The distribution of CYP2C19*17 was highest in Central Europe and lower in Southern European countries. Our findings are in drastic contrast to a meta-analysis performed by Fricke-Galindo et al. who reported that CYP2C19*17 is predominantly found in Mediterranean countries with frequencies of 42% [11]. However, we find that frequencies are substantially lower throughout Southern Europe, pivoting around 20–25%. Careful revisiting of the original data revealed that instead of the frequency (14.9%), Fricke-Galindo et al. erroneously used the number of individuals (n = 42) for the Spanish population [27] as population frequency. Our findings of moderate CYP2C19*17 frequencies in Southern Europe align with data from Northern African and Middle Eastern populations in which CYP2C19*17 allele frequencies between 17.9% and 26.9% have been reported for Ethiopians, Saudi Arabians, Kurds, and Turks [9, 28,29,30]. Furthermore, low frequencies (15.9%) have been found in Sephardic Jews [31] who originated from Jews on the Iberian peninsula in the 15th century, which are in close agreement with the aggregated prevalence we found in contemporary Spanish individuals (17.1%). The distribution of CYP2C19 alleles thus reflects the migratory history of European populations.

These findings have potentially important implications, as CYP2C19 genotype is included as a pharmacogenomic biomarker in the drug labels of 22 medications. Furthermore, guidelines issued by pharmacogenetics expert workgroups (CPIC and DPWG) provide recommendations to optimize genotype-guided prescription for 14 drugs [32]. For instance, CYP2C19 genotype affects treatment efficacy and risk of adverse events when treated with the antidepressant escitalopram [33], and for ultrarapid CYP2C19 metabolizers it is recommended to select an alternative drug not predominantly metabolized by CYP2C19. As the cost effectiveness of pharmacogenetic implementation is dependent on carrier frequencies, falsely high population frequencies might erroneously incentivize pre-emptive CYP2C19 genotyping.

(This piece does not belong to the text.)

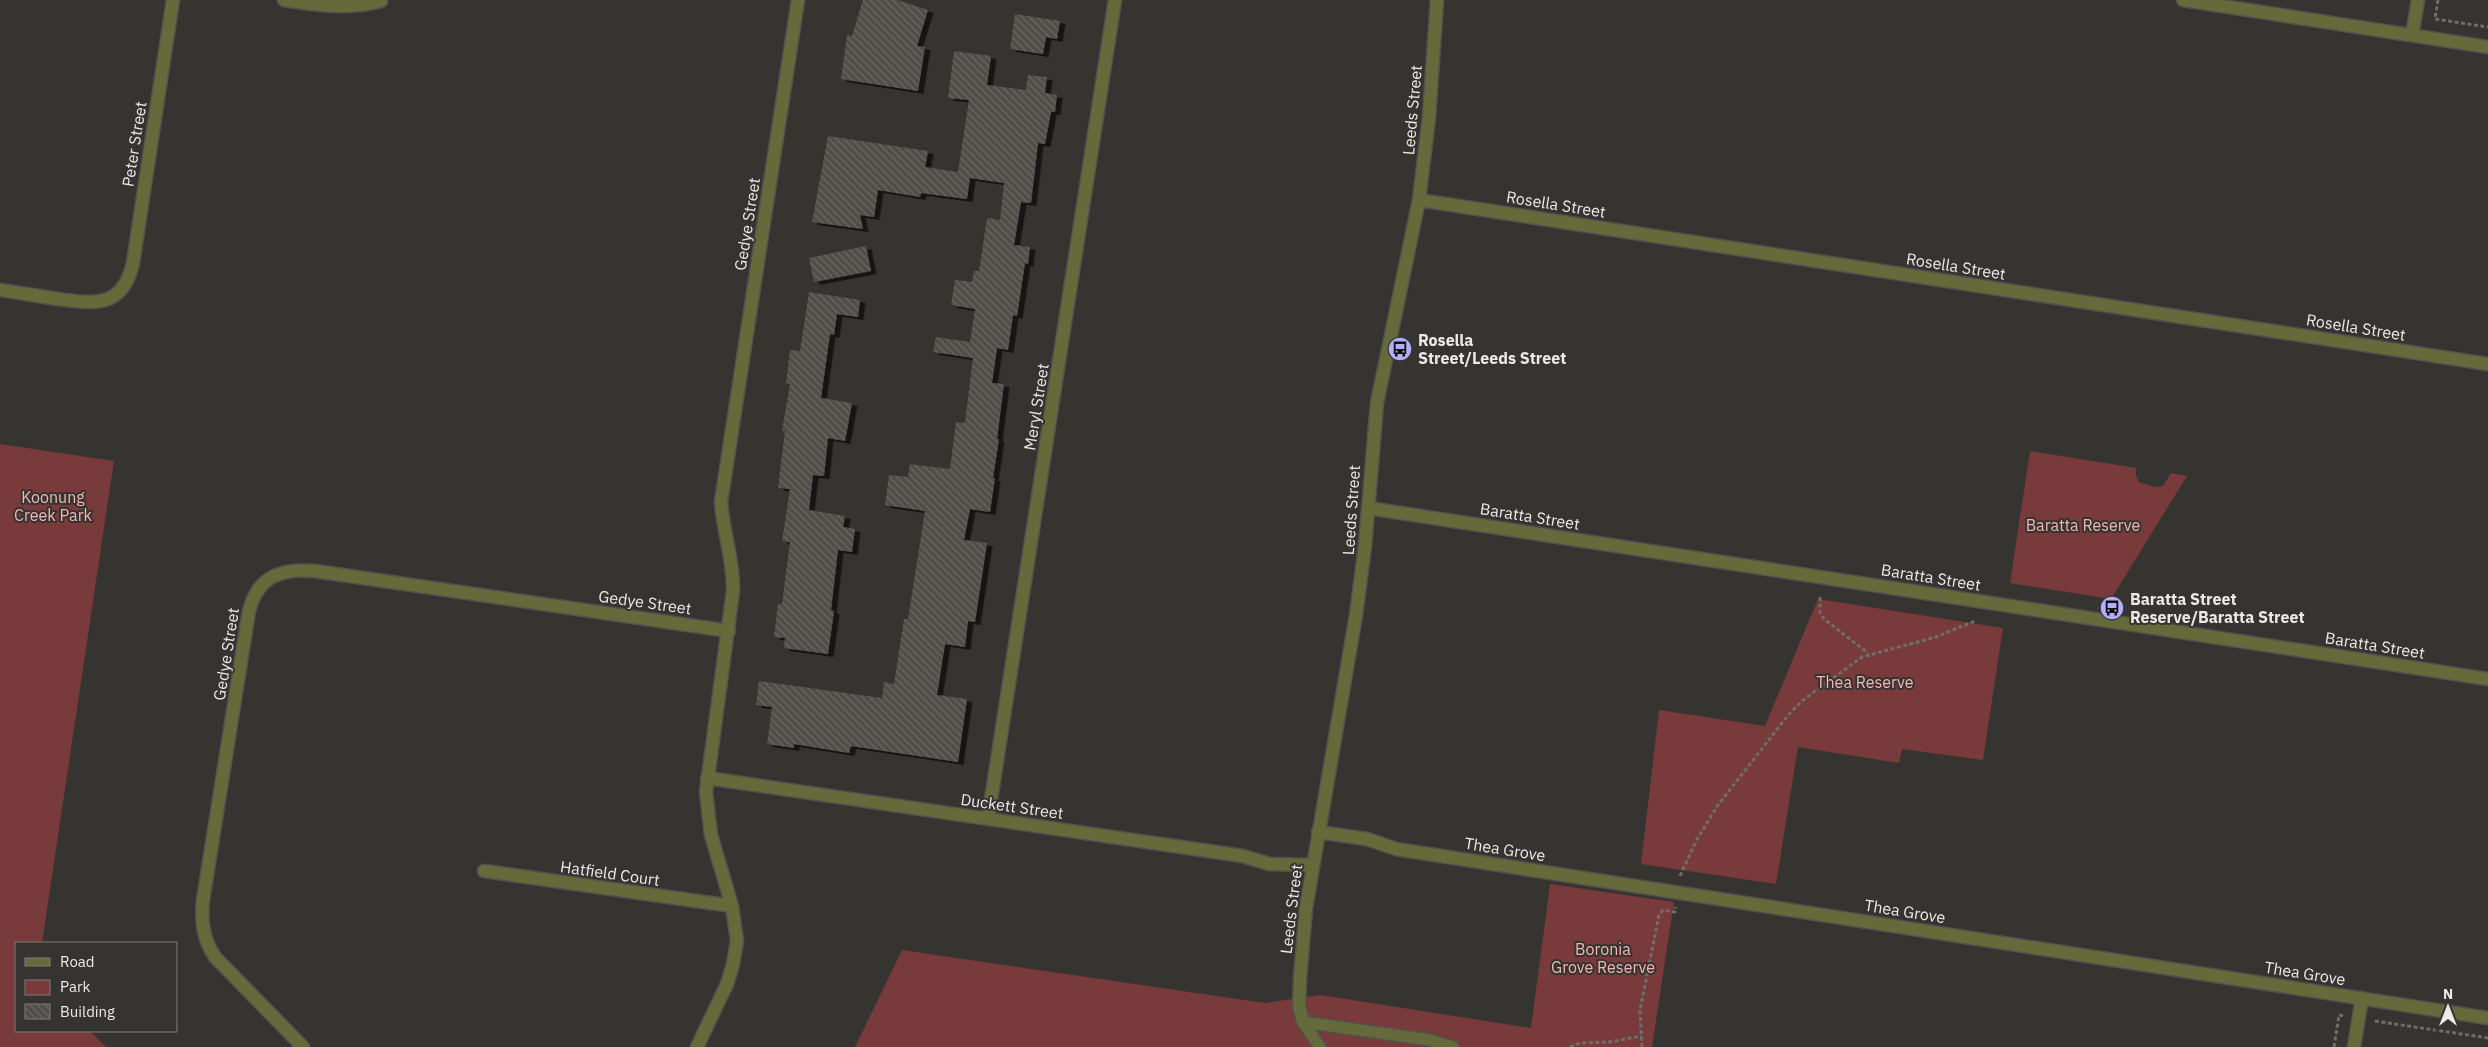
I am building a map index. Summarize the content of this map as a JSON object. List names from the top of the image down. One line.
{"streets":{"street":["Leeds Street","Peter Street","Rosella Street","Gedye Street","Meryl Street","Baratta Street","Duckett Street","Thea Grove","Hatfield Court"]},"crossings":[["Leeds Street","Rosella Street"],["Leeds Street","Baratta Street"],["Leeds Street","Duckett Street"],["Leeds Street","Thea Grove"],["Gedye Street","Duckett Street"],["Gedye Street","Hatfield Court"],["Meryl Street","Duckett Street"]],"parks":["Koonung Creek Park","Baratta Reserve","Thea Reserve","Boronia Grove Reserve"],"places":{"bus stop":["Rosella Street/Leeds Street","Baratta Street Reserve/Baratta Street"]},"legend":["Road","Park","Building"],"north":"top"}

Notably, while genotype data for CYP2C19 and CYP2D6 were available for more than 80,000 individuals from 31 European countries, cohort coverage was geographically highly unequal (Table 1). For eight countries less than 100 individuals were genotyped and, as a result, population frequencies in these countries could only be estimated with wide confidence intervals. Thus, these analyzes incentivize the country-specific expansion of genotype data to further refine estimates of intra-European CYP allele frequencies. Furthermore, while CYP genotype-derived activity scores constitute important proxies for the prediction of metabolic capacity, they can only explain a fraction of the observed functional variability [34]. One underlying reason could be rare variants beyond the tested polymorphisms that contribute to gene function. In this regard CYP2C19 and CYP2D6 have indeed been found to harbor a plethora of rare genetic single nucleotide variants (SNVs) with putative functional importance [35,36,37]. Furthermore, rare population-specific CNVs can contribute to functional variability. For instance, CYP2C19 has recently been found to be deleted specifically in Finns with frequencies of 0.8% [38]. However, information regarding the prevalence of these rare SNVs and CNVs is currently not available with high geographic resolution and the generation of such sequencing-based pharmacogenomic data sets constitutes an interesting avenue for future research that will help to refine genotype-guided drug response predictions [39, 40].

In conclusion, we provide refined maps of clinically important CYP2C19 and CYP2D6 genetic variability across European populations. Our findings support the need for refined pharmacogenomic mapping to guide precision public health.